_TASK DESCRIPTION_. Transcribe every record that appears below, exactly and in full.
# # #
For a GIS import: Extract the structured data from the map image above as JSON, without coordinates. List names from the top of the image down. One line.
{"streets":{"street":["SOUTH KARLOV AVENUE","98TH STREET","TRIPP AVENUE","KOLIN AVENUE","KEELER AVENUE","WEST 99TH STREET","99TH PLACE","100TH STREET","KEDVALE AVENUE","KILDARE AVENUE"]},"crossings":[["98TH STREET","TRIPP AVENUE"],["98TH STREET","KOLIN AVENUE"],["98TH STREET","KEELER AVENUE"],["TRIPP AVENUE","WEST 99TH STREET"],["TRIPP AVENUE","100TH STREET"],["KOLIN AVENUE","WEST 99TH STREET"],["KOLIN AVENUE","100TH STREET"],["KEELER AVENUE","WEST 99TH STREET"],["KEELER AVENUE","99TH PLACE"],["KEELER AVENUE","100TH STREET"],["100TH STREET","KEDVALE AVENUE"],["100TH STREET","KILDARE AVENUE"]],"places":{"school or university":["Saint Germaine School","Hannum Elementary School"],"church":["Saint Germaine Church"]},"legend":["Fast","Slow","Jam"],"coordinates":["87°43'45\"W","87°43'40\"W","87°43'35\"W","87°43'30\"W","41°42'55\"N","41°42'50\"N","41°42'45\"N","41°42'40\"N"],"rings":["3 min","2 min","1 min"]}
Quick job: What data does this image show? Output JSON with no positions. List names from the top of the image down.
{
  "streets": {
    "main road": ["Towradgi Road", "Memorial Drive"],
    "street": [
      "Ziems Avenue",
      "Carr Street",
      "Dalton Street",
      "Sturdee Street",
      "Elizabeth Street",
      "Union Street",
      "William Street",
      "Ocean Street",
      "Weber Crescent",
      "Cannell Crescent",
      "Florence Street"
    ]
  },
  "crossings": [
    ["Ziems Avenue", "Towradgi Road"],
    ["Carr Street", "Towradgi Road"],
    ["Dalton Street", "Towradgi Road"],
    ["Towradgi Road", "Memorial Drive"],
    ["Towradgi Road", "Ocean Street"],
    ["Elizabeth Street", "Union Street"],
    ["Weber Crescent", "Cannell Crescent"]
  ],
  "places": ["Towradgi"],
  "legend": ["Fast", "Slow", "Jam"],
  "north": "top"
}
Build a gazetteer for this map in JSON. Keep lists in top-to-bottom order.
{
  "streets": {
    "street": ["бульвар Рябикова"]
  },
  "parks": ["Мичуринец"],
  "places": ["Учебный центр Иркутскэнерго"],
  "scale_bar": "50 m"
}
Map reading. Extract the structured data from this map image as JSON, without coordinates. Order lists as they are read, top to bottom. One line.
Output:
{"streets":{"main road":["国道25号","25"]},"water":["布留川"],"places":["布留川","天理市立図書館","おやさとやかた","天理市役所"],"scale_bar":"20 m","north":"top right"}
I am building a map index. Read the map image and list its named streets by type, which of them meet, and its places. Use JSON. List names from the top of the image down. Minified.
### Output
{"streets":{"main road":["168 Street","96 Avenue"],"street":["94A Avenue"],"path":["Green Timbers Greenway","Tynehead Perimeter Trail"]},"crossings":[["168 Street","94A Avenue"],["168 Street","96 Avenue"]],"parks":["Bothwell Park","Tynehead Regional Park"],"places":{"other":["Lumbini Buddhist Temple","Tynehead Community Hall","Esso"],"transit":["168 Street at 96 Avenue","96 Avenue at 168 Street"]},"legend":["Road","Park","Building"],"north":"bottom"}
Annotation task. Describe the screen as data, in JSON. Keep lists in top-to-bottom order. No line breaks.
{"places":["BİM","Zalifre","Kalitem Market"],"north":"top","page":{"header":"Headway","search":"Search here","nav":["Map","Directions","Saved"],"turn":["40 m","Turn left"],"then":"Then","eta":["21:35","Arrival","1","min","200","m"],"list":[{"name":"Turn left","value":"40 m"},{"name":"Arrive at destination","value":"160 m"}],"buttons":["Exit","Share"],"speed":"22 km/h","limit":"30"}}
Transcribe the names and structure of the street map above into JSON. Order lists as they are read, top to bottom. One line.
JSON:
# # #
_OUTPUT OF THE EXERCISE_.
For a GIS import: Extract the structured data from the map image above as JSON, without coordinates. List names from the top of the image down. One line.
{"streets":{"street":["SOUTH KARLOV AVENUE","98TH STREET","TRIPP AVENUE","KOLIN AVENUE","KEELER AVENUE","WEST 99TH STREET","99TH PLACE","100TH STREET","KEDVALE AVENUE","KILDARE AVENUE"]},"crossings":[["98TH STREET","TRIPP AVENUE"],["98TH STREET","KOLIN AVENUE"],["98TH STREET","KEELER AVENUE"],["TRIPP AVENUE","WEST 99TH STREET"],["TRIPP AVENUE","100TH STREET"],["KOLIN AVENUE","WEST 99TH STREET"],["KOLIN AVENUE","100TH STREET"],["KEELER AVENUE","WEST 99TH STREET"],["KEELER AVENUE","99TH PLACE"],["KEELER AVENUE","100TH STREET"],["100TH STREET","KEDVALE AVENUE"],["100TH STREET","KILDARE AVENUE"]],"places":{"school or university":["Saint Germaine School","Hannum Elementary School"],"church":["Saint Germaine Church"]},"legend":["Fast","Slow","Jam"],"coordinates":["87°43'45\"W","87°43'40\"W","87°43'35\"W","87°43'30\"W","41°42'55\"N","41°42'50\"N","41°42'45\"N","41°42'40\"N"],"rings":["3 min","2 min","1 min"]}
Quick job: What data does this image show? Output JSON with no positions. List names from the top of the image down.
{
  "streets": {
    "main road": ["Towradgi Road", "Memorial Drive"],
    "street": [
      "Ziems Avenue",
      "Carr Street",
      "Dalton Street",
      "Sturdee Street",
      "Elizabeth Street",
      "Union Street",
      "William Street",
      "Ocean Street",
      "Weber Crescent",
      "Cannell Crescent",
      "Florence Street"
    ]
  },
  "crossings": [
    ["Ziems Avenue", "Towradgi Road"],
    ["Carr Street", "Towradgi Road"],
    ["Dalton Street", "Towradgi Road"],
    ["Towradgi Road", "Memorial Drive"],
    ["Towradgi Road", "Ocean Street"],
    ["Elizabeth Street", "Union Street"],
    ["Weber Crescent", "Cannell Crescent"]
  ],
  "places": ["Towradgi"],
  "legend": ["Fast", "Slow", "Jam"],
  "north": "top"
}
Build a gazetteer for this map in JSON. Keep lists in top-to-bottom order.
{
  "streets": {
    "street": ["бульвар Рябикова"]
  },
  "parks": ["Мичуринец"],
  "places": ["Учебный центр Иркутскэнерго"],
  "scale_bar": "50 m"
}
Map reading. Extract the structured data from this map image as JSON, without coordinates. Order lists as they are read, top to bottom. One line.
Output:
{"streets":{"main road":["国道25号","25"]},"water":["布留川"],"places":["布留川","天理市立図書館","おやさとやかた","天理市役所"],"scale_bar":"20 m","north":"top right"}
I am building a map index. Read the map image and list its named streets by type, which of them meet, and its places. Use JSON. List names from the top of the image down. Minified.
### Output
{"streets":{"main road":["168 Street","96 Avenue"],"street":["94A Avenue"],"path":["Green Timbers Greenway","Tynehead Perimeter Trail"]},"crossings":[["168 Street","94A Avenue"],["168 Street","96 Avenue"]],"parks":["Bothwell Park","Tynehead Regional Park"],"places":{"other":["Lumbini Buddhist Temple","Tynehead Community Hall","Esso"],"transit":["168 Street at 96 Avenue","96 Avenue at 168 Street"]},"legend":["Road","Park","Building"],"north":"bottom"}
Annotation task. Describe the screen as data, in JSON. Keep lists in top-to-bottom order. No line breaks.
{"places":["BİM","Zalifre","Kalitem Market"],"north":"top","page":{"header":"Headway","search":"Search here","nav":["Map","Directions","Saved"],"turn":["40 m","Turn left"],"then":"Then","eta":["21:35","Arrival","1","min","200","m"],"list":[{"name":"Turn left","value":"40 m"},{"name":"Arrive at destination","value":"160 m"}],"buttons":["Exit","Share"],"speed":"22 km/h","limit":"30"}}
Transcribe the names and structure of the street map above into JSON. Order lists as they are read, top to bottom. One line.
JSON:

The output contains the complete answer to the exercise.